USADA - Todos precisam de uma na hora de carregar o cimento. Texto para o Eddy* | Imagem: Voyages Photos
O cimento molhado, as colheres de pedreiro semi-afogadas no preparo que enchia metade da carroça velha do coveiro... as copas das palmeiras imperiais sacudiam suas palhas causando um chiado triste de saudade num fundo cinza chuvoso.

Perto dos túmulos cansados de servirem de testemunhas do nosso drama do fim, retratos. Milhões de olhos e bustos, parados num ponto, o último. "Estou em paz porque sei que ele está em paz". Um consolo da mãe aos amigos do Eddy. Mas a gente chora, meio que esnoba o reconforto.
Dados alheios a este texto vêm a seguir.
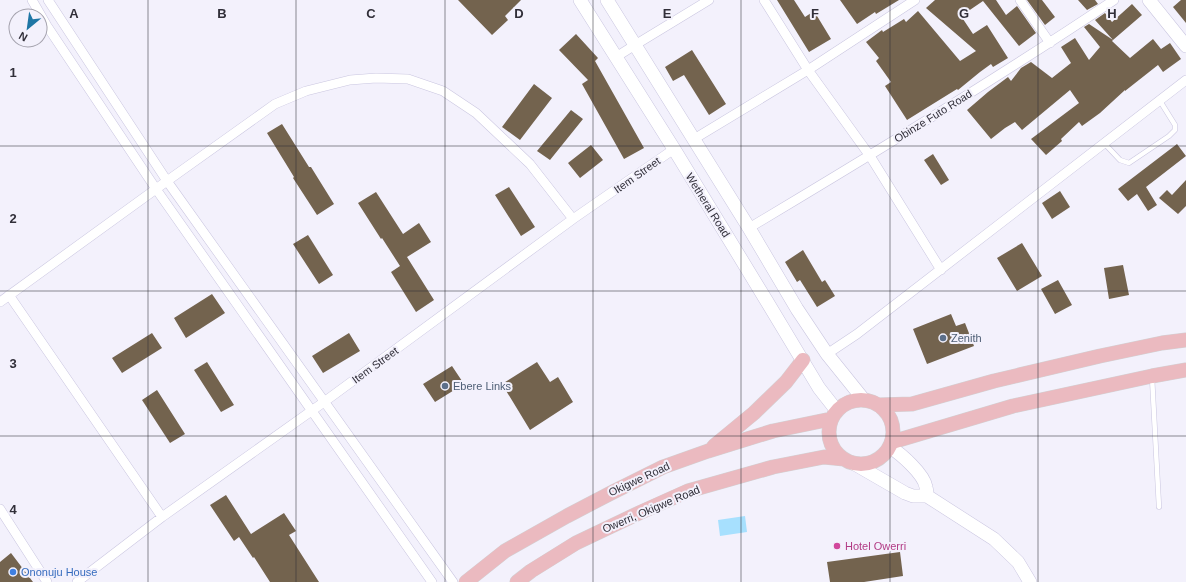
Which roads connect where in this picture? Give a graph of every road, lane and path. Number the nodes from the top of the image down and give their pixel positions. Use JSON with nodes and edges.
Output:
{"nodes":[{"id":1,"x":32,"y":0,"type":"edge"},
{"id":2,"x":48,"y":0,"type":"edge"},
{"id":3,"x":580,"y":0,"type":"edge"},
{"id":4,"x":607,"y":0,"type":"edge"},
{"id":5,"x":708,"y":0,"type":"edge"},
{"id":6,"x":764,"y":0,"type":"edge"},
{"id":7,"x":915,"y":0,"type":"edge"},
{"id":8,"x":1020,"y":0,"type":"edge"},
{"id":9,"x":1114,"y":0,"type":"edge"},
{"id":10,"x":1149,"y":0,"type":"edge"},
{"id":11,"x":1050,"y":43,"type":"junction"},
{"id":12,"x":635,"y":45,"type":"junction"},
{"id":13,"x":1186,"y":46,"type":"edge"},
{"id":14,"x":616,"y":57,"type":"junction"},
{"id":15,"x":808,"y":70,"type":"junction"},
{"id":16,"x":1186,"y":80,"type":"edge"},
{"id":17,"x":1160,"y":100,"type":"junction"},
{"id":18,"x":694,"y":139,"type":"junction"},
{"id":19,"x":1104,"y":143,"type":"junction"},
{"id":20,"x":674,"y":149,"type":"junction"},
{"id":21,"x":870,"y":156,"type":"junction"},
{"id":22,"x":167,"y":180,"type":"junction"},
{"id":23,"x":156,"y":189,"type":"junction"},
{"id":24,"x":573,"y":220,"type":"junction"},
{"id":25,"x":749,"y":228,"type":"junction"},
{"id":26,"x":941,"y":270,"type":"junction"},
{"id":27,"x":9,"y":295,"type":"junction"},
{"id":28,"x":0,"y":302,"type":"edge"},
{"id":29,"x":1186,"y":340,"type":"edge"},
{"id":30,"x":827,"y":354,"type":"junction"},
{"id":31,"x":802,"y":360,"type":"junction"},
{"id":32,"x":1186,"y":370,"type":"edge"},
{"id":33,"x":1152,"y":376,"type":"junction"},
{"id":34,"x":864,"y":400,"type":"junction"},
{"id":35,"x":324,"y":402,"type":"junction"},
{"id":36,"x":878,"y":404,"type":"junction"},
{"id":37,"x":312,"y":411,"type":"junction"},
{"id":38,"x":834,"y":415,"type":"junction"},
{"id":39,"x":891,"y":444,"type":"junction"},
{"id":40,"x":708,"y":451,"type":"junction"},
{"id":41,"x":849,"y":461,"type":"junction"},
{"id":42,"x":927,"y":496,"type":"junction"},
{"id":43,"x":1159,"y":507,"type":"dead end"},
{"id":44,"x":0,"y":509,"type":"edge"},
{"id":45,"x":162,"y":517,"type":"junction"},
{"id":46,"x":47,"y":582,"type":"edge"},
{"id":47,"x":77,"y":582,"type":"edge"},
{"id":48,"x":432,"y":582,"type":"edge"},
{"id":49,"x":453,"y":582,"type":"edge"},
{"id":50,"x":466,"y":582,"type":"edge"},
{"id":51,"x":517,"y":582,"type":"edge"},
{"id":52,"x":1030,"y":582,"type":"edge"}],
"edges":[{"from":1,"to":23,"type":"street"},
{"from":2,"to":22,"type":"street"},
{"from":3,"to":14,"type":"main road","name":"Wetheral Road"},
{"from":4,"to":12,"type":"main road","name":"Wetheral Road"},
{"from":5,"to":12,"type":"street"},
{"from":6,"to":15,"type":"street"},
{"from":7,"to":15,"type":"street"},
{"from":8,"to":11,"type":"street"},
{"from":9,"to":11,"type":"street","name":"Obinze Futo Road"},
{"from":10,"to":13,"type":"main road"},
{"from":11,"to":21,"type":"street","name":"Obinze Futo Road"},
{"from":12,"to":14,"type":"street"},
{"from":12,"to":18,"type":"main road","name":"Wetheral Road"},
{"from":14,"to":20,"type":"main road","name":"Wetheral Road"},
{"from":15,"to":18,"type":"street"},
{"from":15,"to":21,"type":"street"},
{"from":16,"to":17,"type":"street"},
{"from":17,"to":19,"type":"street"},
{"from":17,"to":19,"type":"lane"},
{"from":18,"to":25,"type":"main road","name":"Wetheral Road"},
{"from":19,"to":26,"type":"street"},
{"from":20,"to":24,"type":"street","name":"Item Street"},
{"from":20,"to":31,"type":"main road","name":"Wetheral Road"},
{"from":21,"to":25,"type":"street","name":"Obinze Futo Road"},
{"from":21,"to":26,"type":"street"},
{"from":22,"to":23,"type":"street"},
{"from":22,"to":24,"type":"street"},
{"from":22,"to":35,"type":"street"},
{"from":23,"to":27,"type":"street"},
{"from":23,"to":37,"type":"street"},
{"from":24,"to":35,"type":"street","name":"Item Street"},
{"from":25,"to":30,"type":"main road","name":"Wetheral Road"},
{"from":26,"to":30,"type":"street"},
{"from":27,"to":28,"type":"street"},
{"from":27,"to":45,"type":"street"},
{"from":29,"to":36,"type":"main road"},
{"from":30,"to":34,"type":"main road","name":"Wetheral Road"},
{"from":31,"to":38,"type":"main road","name":"Wetheral Road"},
{"from":31,"to":40,"type":"main road"},
{"from":32,"to":33,"type":"main road"},
{"from":33,"to":39,"type":"main road"},
{"from":33,"to":43,"type":"lane"},
{"from":34,"to":36,"type":"main road"},
{"from":34,"to":38,"type":"main road"},
{"from":35,"to":37,"type":"street","name":"Item Street"},
{"from":35,"to":49,"type":"street"},
{"from":36,"to":39,"type":"main road"},
{"from":37,"to":45,"type":"street","name":"Item Street"},
{"from":37,"to":48,"type":"street"},
{"from":38,"to":40,"type":"main road","name":"Okigwe Road"},
{"from":38,"to":41,"type":"main road"},
{"from":39,"to":41,"type":"main road"},
{"from":39,"to":42,"type":"main road"},
{"from":40,"to":50,"type":"main road","name":"Okigwe Road"},
{"from":41,"to":42,"type":"main road"},
{"from":41,"to":51,"type":"main road","name":"Owerri, Okigwe Road"},
{"from":42,"to":52,"type":"main road"},
{"from":44,"to":46,"type":"street"},
{"from":45,"to":47,"type":"street","name":"Item Street"}]}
(As mãos brancas e longas do irmão caçula ainda acariciaram a janelinha de madeira...)

O pranto encheu a tarde com seu largo conteúdo de dor. A tristeza era mais pela ausência de um sorriso enfeitado de olhos claros, como assim são transparentes nossas fraquezas. Nos afastamos. Dava para ouvir, no silêncio labiríntico das estreitas ruelas tumulares, a pá raspando a primeiro porção de cimento. Começaram a selar a conclusão de um ser humano.

Sem sabermos muito, como no dia em que nascemos, saímos do corpo, que enrijece e empalidece, frio e estranhamente só. A transformação, assim, tece preces. Nem conosco, nem com os outros, nem sozinho, nem no caminho que mais lhe agradava, ele vai estar.

Esticamos momentos seguindo receitas de como viver fugindo de um dia que, sem demora, nos encontra. Uma óbvia tristeza por não dominarmos tais conhecimentos chega tinindo e retinindo, como badalada de sino ao final, misturando esse sentimento com a saudosa lembrança amiga, incomodando tanto, tornando-nos tontos nessa constatação. Um oco de perda, por dentro e por fora, vácuo...

As pás finais de cimento arrastaram as pedras, causando um barulho maior no atrito com o fundo da carroça. Grosso de preparar a cola, o transporte descarrega o lacre da cova. Em cada uma, todos os dias, 300 lamentos. E, pra todo cimento, a mesma experiente carroça.

Policiais militares identificaram a vítima fatal de um acidente que aconteceu na madrugada desta quinta-feira (16) na Avenida Paralela. Eddy Hebert de Oliveira Lopes*, de 31 anos, era paraibano, mas morava em Salvador há dois anos e era professor de uma faculdade da cidade. Ele estava em um táxi que bateu em um Gol.


valdívia costa

Um comentário:

Anderson Ribeiro disse...

E asim, acidentes nos levam entes queridos... e assim o cimento sela nossos corpos e finda nossa vida. Consterno-me.